In advance of the Zoning Commission’s Monday deliberation on the proposed Adams Morgan hotel, a group of neighbors is doing what it can to put the brakes on the project.

Three neighborhood groups will announce on Monday their intention to sue the city to stop the hotel project, which they say will displace local businesses and has been planned without sufficient input from the community. (It will also involve the demolition of the building on Champlain Street NW that houses the Washington City Paper office.) They’ve also asked Del. Eleanor Holmes Norton to send an inquiry to the Office of Planning regarding the process behind the hotel plans.

Norton’s office confirms that Norton is planning to send the inquiry to OP but maintained that this is ultimately a city issue in which Congress shouldn’t get involved.

“We agreed to see these constituents on the condition that they understood this office does not interfere with home rule decisions of local officials,” says Norton spokesman Scott McCrary in a statement. “It is a strong principle with us, because we insist that other members of Congress respect the decisions of local officials. We do advise members that, if they have a question or a concern, they should make an inquiry. We are sending an inquiry to the Office of Planning indicating that some residents of Adams Morgan are concerned that the city ensures it has complied with local regulations on displacement.”
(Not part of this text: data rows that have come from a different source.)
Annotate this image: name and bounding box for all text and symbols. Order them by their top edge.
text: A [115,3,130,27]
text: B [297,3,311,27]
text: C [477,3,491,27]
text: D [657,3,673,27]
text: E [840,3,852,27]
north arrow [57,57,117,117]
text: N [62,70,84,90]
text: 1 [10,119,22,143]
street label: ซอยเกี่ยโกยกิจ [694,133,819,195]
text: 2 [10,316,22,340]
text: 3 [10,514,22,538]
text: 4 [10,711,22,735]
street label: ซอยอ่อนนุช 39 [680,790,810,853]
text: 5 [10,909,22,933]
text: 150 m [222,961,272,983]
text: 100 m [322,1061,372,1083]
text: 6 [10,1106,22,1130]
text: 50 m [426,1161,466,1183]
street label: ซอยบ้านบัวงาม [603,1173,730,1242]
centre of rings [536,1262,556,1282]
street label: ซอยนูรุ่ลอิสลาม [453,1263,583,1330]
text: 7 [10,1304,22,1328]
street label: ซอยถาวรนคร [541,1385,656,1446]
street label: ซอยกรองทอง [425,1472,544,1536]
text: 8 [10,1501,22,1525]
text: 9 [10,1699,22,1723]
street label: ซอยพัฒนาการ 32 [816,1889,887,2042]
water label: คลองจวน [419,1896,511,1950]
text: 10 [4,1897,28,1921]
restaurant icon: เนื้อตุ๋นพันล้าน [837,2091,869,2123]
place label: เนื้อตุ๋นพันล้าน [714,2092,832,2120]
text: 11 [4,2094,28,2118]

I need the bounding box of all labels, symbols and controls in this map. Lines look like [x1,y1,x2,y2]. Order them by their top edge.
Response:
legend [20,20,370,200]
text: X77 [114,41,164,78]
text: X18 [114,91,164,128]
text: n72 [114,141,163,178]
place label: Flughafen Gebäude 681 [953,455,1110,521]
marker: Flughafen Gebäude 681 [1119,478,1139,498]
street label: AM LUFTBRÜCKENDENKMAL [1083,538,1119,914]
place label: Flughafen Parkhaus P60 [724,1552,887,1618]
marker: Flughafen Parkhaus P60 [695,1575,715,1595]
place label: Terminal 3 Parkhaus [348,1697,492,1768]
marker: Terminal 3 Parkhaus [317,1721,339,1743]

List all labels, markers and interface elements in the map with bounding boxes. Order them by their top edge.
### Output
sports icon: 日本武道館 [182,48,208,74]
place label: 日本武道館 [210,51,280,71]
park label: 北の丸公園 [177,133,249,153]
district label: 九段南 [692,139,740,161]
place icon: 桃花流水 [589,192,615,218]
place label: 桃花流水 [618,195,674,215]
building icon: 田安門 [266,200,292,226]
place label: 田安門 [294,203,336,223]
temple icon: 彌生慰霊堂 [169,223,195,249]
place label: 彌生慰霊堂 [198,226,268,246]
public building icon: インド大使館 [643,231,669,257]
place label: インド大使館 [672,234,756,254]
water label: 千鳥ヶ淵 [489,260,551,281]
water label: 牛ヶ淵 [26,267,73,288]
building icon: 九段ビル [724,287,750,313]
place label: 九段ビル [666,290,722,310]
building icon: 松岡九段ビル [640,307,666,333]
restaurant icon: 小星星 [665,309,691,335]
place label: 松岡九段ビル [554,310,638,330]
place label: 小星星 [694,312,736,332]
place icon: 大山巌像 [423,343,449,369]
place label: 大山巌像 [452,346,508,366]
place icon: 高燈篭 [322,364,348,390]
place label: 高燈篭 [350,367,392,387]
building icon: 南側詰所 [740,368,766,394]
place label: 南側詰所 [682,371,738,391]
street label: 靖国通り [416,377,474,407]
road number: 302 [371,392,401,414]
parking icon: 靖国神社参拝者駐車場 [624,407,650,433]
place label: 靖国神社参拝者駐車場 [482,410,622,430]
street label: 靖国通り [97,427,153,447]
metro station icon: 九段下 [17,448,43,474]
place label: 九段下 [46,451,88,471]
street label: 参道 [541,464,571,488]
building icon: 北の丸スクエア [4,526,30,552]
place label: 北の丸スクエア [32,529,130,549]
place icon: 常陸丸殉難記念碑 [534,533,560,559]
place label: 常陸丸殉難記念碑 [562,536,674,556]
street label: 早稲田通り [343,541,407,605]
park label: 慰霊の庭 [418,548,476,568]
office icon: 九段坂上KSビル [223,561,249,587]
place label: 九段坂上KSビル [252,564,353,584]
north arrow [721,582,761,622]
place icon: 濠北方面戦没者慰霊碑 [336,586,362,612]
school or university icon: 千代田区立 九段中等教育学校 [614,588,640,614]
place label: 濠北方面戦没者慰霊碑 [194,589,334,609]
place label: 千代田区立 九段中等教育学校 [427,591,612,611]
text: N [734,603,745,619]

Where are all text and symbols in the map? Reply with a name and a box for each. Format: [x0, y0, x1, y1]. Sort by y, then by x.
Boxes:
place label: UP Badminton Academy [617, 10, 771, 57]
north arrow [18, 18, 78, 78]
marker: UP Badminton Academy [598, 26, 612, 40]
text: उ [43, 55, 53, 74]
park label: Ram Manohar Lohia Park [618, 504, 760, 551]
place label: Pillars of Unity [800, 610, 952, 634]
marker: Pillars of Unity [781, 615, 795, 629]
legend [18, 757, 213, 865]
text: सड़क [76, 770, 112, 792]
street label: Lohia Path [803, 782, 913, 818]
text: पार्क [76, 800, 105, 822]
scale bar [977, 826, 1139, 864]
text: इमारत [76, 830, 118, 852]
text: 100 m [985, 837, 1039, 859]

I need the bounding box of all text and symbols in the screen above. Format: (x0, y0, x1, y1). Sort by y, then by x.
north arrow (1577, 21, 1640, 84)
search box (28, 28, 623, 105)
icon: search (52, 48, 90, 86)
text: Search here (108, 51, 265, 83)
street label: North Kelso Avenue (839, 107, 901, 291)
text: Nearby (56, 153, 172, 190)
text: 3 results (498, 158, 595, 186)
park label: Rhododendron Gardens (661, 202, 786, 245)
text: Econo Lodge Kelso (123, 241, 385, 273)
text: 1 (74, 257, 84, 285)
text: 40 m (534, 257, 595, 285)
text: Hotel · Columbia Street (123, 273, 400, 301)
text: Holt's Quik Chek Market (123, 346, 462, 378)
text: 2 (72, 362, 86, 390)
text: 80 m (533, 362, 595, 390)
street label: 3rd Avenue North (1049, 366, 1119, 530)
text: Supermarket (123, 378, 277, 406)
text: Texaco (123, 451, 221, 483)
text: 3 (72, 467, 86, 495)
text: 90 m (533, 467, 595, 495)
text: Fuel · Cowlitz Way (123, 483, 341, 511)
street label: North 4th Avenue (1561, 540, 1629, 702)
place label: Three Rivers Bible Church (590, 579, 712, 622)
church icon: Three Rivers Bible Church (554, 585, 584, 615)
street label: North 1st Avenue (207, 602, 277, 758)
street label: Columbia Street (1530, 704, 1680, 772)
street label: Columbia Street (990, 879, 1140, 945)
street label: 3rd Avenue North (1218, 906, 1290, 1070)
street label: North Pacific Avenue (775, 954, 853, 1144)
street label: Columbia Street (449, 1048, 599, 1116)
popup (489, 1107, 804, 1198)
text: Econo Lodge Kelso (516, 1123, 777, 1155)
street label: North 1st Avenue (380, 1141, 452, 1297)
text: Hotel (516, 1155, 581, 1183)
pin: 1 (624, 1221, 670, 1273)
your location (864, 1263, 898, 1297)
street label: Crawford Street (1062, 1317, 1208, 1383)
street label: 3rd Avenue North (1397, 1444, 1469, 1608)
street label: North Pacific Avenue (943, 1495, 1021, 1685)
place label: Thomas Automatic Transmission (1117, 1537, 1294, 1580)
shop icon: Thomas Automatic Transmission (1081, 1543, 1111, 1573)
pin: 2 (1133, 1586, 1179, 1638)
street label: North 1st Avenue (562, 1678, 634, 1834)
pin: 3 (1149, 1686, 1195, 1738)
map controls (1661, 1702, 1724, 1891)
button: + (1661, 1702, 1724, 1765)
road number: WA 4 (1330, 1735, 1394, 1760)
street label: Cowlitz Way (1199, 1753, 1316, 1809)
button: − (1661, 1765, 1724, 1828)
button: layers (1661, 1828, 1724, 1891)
Yesterday afternoon, the neighborhood groups staged a small protest in front of the church that’s set to become the hotel’s lobby. “Businesses that have been here for generations are threatened by this capital flow,” organizer Chris Otten said into a microphone to the dozen or so neighbors gathered. “The wealthy customers step out of the hotel and see the small community businesses on Columbia Road, and see the fancy restaurants on 18th Street. Where do you think they go?”

Otten accused Ward 1 Councilmember Jim Graham and OP of refusing to discuss these neighborhood issues with local residents. He also said OP is ignoring the city’s Comprehensive Plan and causing gentrification.

“That’s discrimination,” Otten said. “We’re getting ready to sue.”